- Data extract -

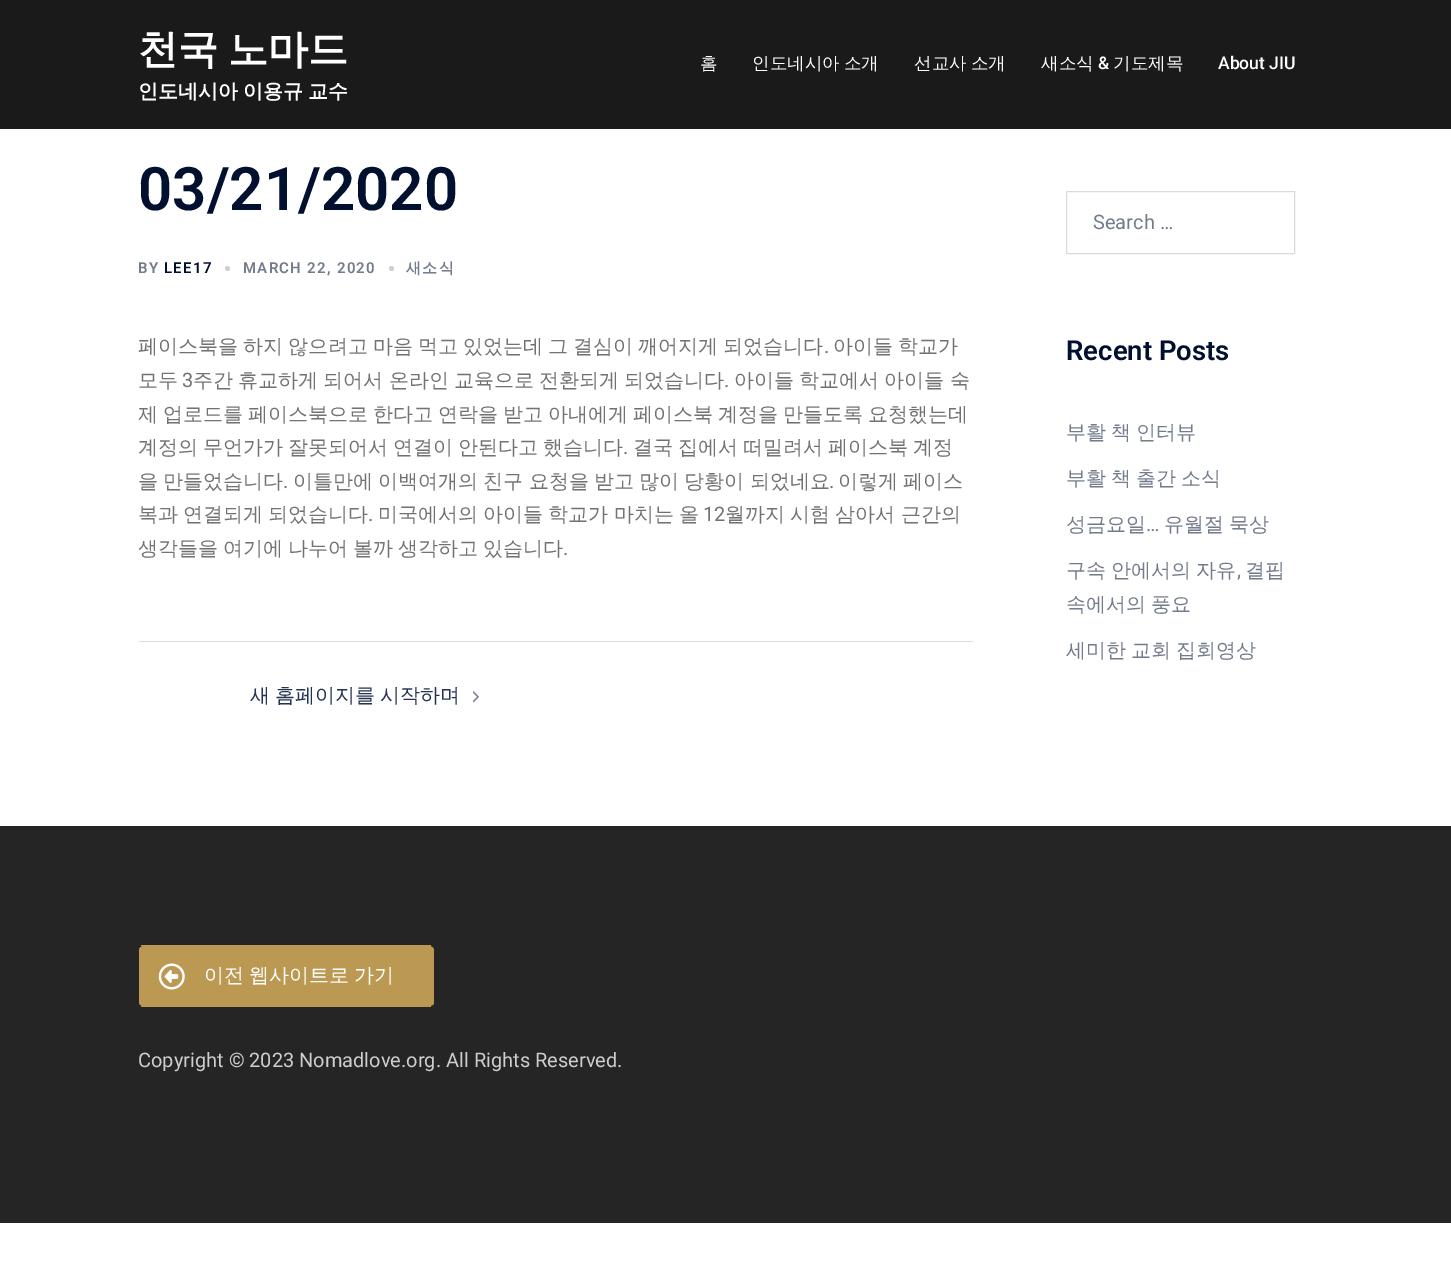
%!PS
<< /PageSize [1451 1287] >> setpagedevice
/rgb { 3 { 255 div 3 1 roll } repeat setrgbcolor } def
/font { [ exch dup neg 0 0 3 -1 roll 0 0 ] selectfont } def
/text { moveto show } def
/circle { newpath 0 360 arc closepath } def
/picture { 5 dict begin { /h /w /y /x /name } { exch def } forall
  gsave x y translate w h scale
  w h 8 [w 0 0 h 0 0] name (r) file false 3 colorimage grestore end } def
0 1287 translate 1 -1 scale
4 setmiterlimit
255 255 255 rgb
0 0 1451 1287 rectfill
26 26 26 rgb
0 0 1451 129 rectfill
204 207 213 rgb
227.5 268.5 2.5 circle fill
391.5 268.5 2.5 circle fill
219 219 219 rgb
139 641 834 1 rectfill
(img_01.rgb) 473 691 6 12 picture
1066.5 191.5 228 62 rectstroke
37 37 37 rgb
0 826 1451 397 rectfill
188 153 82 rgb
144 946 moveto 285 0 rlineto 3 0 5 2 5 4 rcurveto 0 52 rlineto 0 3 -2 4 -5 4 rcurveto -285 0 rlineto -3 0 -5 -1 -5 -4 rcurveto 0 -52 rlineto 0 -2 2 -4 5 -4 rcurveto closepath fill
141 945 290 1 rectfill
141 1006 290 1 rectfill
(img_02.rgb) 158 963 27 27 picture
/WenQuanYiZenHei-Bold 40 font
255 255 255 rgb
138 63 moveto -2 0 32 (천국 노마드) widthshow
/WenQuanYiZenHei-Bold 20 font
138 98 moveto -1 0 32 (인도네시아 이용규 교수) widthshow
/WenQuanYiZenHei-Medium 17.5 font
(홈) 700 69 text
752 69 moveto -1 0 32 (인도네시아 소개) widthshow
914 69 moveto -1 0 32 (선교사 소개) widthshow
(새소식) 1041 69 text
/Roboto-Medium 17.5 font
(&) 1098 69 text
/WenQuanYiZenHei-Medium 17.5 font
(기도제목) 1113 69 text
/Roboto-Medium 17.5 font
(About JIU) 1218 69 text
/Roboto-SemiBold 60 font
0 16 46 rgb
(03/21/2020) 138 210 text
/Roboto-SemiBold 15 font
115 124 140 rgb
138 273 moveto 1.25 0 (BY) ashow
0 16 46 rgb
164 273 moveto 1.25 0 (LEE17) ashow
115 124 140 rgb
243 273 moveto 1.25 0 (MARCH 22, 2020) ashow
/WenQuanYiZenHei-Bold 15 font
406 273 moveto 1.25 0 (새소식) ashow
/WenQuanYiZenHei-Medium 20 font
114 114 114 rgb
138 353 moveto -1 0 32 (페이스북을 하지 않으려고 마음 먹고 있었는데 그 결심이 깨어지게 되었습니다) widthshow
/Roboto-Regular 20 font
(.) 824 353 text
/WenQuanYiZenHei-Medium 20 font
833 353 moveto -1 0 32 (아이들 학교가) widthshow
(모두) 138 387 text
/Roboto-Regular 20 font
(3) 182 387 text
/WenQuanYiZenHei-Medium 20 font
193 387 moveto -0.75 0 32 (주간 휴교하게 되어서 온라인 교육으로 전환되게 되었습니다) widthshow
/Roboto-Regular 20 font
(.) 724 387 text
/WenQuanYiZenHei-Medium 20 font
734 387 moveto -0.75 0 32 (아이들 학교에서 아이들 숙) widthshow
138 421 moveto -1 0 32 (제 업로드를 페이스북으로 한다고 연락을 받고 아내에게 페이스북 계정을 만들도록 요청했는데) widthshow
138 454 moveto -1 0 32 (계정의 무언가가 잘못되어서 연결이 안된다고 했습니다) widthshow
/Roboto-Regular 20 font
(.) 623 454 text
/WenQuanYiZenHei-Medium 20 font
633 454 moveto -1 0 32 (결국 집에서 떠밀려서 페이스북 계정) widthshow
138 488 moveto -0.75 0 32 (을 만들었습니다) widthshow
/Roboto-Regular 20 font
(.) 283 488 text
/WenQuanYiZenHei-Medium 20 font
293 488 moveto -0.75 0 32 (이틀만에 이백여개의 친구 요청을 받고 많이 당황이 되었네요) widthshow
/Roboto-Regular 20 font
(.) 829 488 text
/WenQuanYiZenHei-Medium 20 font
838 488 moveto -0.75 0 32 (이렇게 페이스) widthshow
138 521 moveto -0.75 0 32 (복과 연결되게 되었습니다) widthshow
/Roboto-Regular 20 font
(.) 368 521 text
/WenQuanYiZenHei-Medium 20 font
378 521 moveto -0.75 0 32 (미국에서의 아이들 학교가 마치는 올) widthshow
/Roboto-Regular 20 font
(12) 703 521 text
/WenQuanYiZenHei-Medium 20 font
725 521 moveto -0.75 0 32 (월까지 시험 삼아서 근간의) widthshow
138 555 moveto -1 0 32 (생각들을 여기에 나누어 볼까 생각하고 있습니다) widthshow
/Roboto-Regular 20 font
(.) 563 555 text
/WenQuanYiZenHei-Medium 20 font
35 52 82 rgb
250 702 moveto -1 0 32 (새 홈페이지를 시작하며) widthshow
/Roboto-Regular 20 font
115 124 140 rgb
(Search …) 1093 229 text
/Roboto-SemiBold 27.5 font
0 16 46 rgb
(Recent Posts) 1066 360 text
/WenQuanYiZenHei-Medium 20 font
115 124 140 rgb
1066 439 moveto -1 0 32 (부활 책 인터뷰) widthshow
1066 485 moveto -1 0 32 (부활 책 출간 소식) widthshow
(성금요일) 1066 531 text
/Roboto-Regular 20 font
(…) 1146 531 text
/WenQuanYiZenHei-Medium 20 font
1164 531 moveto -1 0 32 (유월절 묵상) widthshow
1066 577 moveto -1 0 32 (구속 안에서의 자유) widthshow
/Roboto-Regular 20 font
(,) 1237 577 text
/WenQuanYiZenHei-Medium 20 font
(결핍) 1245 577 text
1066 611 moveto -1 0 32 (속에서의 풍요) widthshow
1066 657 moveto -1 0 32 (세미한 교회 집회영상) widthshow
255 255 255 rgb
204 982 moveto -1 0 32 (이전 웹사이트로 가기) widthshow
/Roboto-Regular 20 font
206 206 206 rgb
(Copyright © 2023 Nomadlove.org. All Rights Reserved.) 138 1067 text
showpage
--
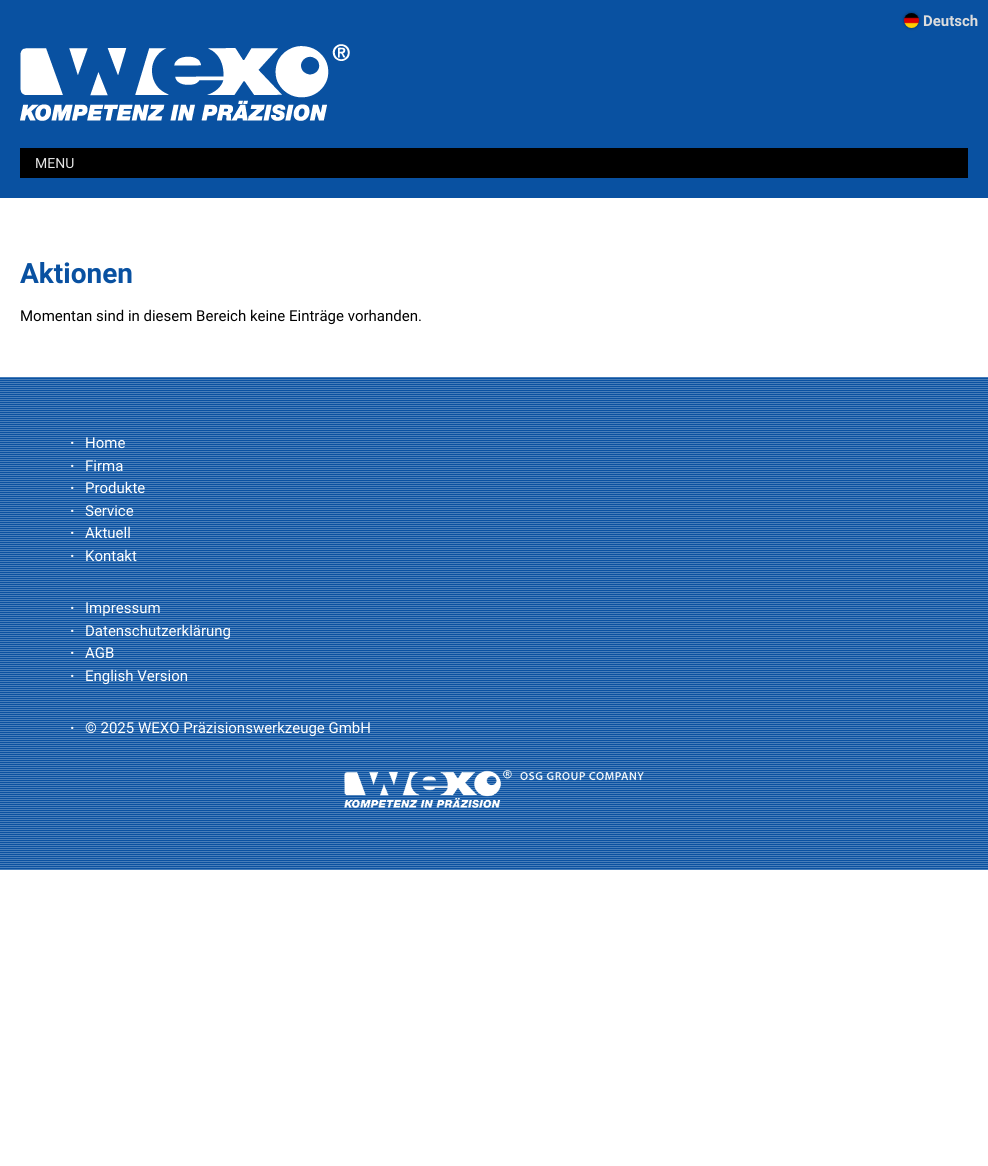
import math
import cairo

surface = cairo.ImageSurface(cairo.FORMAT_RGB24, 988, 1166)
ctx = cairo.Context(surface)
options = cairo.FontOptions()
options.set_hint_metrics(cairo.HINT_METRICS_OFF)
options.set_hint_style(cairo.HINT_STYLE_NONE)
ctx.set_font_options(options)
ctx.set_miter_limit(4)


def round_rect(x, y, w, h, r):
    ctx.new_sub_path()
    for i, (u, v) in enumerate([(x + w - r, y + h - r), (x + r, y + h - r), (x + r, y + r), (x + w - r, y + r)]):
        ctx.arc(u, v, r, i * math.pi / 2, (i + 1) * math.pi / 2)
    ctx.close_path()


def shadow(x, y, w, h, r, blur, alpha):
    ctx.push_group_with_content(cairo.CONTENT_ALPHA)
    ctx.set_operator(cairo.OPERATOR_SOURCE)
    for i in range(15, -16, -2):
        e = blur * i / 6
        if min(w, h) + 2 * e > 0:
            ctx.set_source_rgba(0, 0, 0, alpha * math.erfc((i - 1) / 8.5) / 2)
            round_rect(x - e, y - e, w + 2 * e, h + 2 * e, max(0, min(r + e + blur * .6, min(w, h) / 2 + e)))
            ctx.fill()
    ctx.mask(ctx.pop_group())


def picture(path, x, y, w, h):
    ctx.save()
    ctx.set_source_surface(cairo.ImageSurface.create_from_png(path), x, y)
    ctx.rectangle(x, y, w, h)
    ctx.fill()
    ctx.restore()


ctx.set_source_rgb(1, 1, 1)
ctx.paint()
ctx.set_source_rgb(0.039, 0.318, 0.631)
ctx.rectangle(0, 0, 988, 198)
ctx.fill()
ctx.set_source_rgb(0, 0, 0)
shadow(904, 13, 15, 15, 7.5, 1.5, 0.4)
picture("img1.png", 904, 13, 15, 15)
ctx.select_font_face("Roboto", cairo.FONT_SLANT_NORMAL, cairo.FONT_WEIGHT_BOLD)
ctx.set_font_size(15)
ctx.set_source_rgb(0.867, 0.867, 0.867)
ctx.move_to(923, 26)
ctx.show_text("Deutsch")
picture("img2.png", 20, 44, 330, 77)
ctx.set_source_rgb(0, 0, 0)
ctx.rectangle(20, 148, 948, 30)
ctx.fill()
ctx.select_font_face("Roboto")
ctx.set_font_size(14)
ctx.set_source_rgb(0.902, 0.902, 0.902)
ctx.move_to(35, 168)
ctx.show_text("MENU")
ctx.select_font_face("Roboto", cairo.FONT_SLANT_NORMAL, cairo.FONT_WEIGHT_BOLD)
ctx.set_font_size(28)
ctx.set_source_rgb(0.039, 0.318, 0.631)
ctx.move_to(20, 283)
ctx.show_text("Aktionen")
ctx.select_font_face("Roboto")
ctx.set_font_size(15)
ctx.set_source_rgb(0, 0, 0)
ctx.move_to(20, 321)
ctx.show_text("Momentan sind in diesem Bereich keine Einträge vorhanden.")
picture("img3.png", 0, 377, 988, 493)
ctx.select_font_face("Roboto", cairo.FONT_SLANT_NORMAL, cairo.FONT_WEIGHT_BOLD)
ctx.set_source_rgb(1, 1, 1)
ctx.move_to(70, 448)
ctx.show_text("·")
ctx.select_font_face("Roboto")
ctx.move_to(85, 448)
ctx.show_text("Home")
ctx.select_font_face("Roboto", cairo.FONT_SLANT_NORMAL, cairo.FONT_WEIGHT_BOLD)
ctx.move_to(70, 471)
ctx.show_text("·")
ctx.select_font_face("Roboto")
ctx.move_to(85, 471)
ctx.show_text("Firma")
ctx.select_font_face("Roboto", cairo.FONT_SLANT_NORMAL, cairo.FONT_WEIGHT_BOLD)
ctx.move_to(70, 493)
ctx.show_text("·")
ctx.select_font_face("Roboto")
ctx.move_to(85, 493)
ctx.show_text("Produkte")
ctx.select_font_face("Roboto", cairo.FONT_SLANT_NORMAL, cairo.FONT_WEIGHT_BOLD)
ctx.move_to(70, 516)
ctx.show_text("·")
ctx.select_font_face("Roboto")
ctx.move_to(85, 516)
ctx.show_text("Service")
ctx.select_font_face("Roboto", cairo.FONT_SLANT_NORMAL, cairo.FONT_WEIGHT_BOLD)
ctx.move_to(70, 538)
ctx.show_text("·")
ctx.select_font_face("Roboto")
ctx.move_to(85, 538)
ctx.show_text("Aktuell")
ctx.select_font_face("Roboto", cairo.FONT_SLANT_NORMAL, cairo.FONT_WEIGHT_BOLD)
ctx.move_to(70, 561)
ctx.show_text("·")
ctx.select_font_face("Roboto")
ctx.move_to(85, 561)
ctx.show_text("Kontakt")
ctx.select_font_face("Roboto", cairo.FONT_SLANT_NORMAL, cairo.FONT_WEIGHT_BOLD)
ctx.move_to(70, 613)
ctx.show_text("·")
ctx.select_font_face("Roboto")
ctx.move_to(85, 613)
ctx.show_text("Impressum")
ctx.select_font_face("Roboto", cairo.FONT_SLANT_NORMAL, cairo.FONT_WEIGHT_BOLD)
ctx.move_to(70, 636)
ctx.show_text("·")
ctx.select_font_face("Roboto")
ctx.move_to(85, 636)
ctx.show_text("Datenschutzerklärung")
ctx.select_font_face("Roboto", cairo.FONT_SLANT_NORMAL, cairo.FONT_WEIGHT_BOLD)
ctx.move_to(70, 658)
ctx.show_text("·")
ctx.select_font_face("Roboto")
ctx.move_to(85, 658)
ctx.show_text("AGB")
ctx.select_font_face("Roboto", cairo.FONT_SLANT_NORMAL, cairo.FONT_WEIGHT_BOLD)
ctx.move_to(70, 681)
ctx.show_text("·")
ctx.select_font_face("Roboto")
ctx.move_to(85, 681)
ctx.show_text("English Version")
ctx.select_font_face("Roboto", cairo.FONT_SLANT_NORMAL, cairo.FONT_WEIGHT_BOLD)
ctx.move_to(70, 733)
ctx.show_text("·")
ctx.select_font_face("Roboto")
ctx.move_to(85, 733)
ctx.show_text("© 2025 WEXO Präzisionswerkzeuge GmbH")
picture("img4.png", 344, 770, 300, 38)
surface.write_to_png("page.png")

- Brief -
Please output the lines of the listing above that fall in the stretch from the one with "ctx.mask(ctx.pop_group())" through the one with "ctx.restore()", exactly and only those.

- Response -
    ctx.mask(ctx.pop_group())


def picture(path, x, y, w, h):
    ctx.save()
    ctx.set_source_surface(cairo.ImageSurface.create_from_png(path), x, y)
    ctx.rectangle(x, y, w, h)
    ctx.fill()
    ctx.restore()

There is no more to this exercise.